Verder wel echt extreem veel vermogen voor hun tijd en dat in combinatie met dat lage gewicht. Mooie auto’s in die tijd!
jeroenwz zegt
Mooi geschreven stuk! Heerlijke auto.
Leuk feitje: de AJP-motor stond voor de drie belangrijkste erbij betrokken mensen:
– Al Melling
– John Ravenscroft (de echte techneut) en
– Peter Wheeler (zebigboss)
galgootje zegt
Weer mooi stukje @Willeme! Ik blijf persoonlijk altijd wel zeer gecharmeerd van de Tuscan. Twee keer in mogen rijden, allebei de keren liep het gevoelsmatig dun door de broek want wát een tricky apparaat is dat zeg.. Maar ze toveren zo’n dikke grijns op t koppie, ongelooflijk!
rollingstoned zegt
@willeme: “Het nadeel daarvan is hetzelfde als met de muziek uit de jaren ’80: het verouderd niet al te best.”
Wat een onzin, ook in de jaren ’80 is er zat goede en tijdloze muziek gemaakt.
Verder weer een tof artikel. ?
dirkv zegt
“Qua rijeigenschappen was het een onbehouwen vlegel” Dit betekent dus dat de rij eigenschappen slecht waren.
dutchpistonhead zegt
@dirkv: Niet slecht, maar wel heel puur. Mooie balans, gevoel in het stuur en lekker veel koppel. Maar opletten wanneer je gas geeft en remmerij die, zeker naar moderne maatstaven, wat beter mag. Dorstig klopt ook niet echt, op de snelweg met ruime haal je 1:10, met een V8 die nog uit de oertijd stamt. De V8 en transmissie kunnen veel hebben, TVR elektra is een ander verhaal, maar als eenmaal de slordigheden eruit zijn, kunnen het heel betrouwbare auto`s worden. Heb een aantal jaren dagelijks in een Chimaera gereden en die had aanzienlijk minder gedonder dan de vierkante Volvo waar m`n pa in reed. Kijk voor de grap eens naar de TVR van Pub2Pub, die de beide Amerika`s doorkruisde zonder ellende. ;-)
dutchpistonhead zegt
@dutchpistonhead: *ruime 130 kmh
dirkv zegt
@dutchpistonhead: Ik begrijp wat je bedoeld, het is een pure no nonsens auto. Iets waar veel automobilisten niet mee om kunnen gaan en dus ongewenst is, van daar mijn kortzichtige oordeel;)

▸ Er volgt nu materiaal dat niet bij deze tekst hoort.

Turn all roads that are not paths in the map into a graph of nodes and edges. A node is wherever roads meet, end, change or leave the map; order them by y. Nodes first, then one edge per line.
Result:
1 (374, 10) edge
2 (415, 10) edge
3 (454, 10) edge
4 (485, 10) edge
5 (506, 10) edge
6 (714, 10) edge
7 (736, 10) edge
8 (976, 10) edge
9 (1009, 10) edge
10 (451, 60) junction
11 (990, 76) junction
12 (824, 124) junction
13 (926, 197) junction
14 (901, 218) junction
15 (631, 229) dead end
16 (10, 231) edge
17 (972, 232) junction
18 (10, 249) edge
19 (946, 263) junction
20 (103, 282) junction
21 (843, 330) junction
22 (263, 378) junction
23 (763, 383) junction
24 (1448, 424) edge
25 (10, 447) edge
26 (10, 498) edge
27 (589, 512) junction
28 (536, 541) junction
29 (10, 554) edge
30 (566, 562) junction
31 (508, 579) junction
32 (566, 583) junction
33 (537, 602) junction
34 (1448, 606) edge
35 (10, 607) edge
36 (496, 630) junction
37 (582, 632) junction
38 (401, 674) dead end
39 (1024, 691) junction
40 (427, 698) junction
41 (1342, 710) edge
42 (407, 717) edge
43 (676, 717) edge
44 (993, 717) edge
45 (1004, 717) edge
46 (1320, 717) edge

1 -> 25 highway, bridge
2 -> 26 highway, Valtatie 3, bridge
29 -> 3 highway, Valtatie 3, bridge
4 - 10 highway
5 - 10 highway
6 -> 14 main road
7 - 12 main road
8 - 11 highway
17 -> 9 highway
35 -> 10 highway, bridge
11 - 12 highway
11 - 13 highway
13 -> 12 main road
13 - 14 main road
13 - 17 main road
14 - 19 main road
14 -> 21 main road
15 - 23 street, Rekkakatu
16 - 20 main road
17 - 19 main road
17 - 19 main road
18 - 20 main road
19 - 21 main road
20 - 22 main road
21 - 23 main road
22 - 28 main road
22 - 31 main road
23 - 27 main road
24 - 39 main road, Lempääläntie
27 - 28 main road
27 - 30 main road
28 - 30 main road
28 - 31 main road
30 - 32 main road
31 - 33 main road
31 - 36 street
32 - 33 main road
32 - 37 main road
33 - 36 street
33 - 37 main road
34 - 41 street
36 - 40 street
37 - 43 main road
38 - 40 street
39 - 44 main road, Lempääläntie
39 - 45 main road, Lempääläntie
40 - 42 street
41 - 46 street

Maar jij hebt het genoegen gehad om een paar jaar in een Chimaera te rijden! Dan ben ik best wel een beetje jaloers.
dutchpistonhead zegt
@dirkv: Nou, dat genoegen heb ik nog steeds. Maar dagelijks gebruik, ook in de winter, eiste z`n tol. Op plaatsen was het chassis te rot en na een body-off-restauratie voor het herstel daarvan leek het mij wel zo verstandig om daar wat zuiniger op te zijn ;).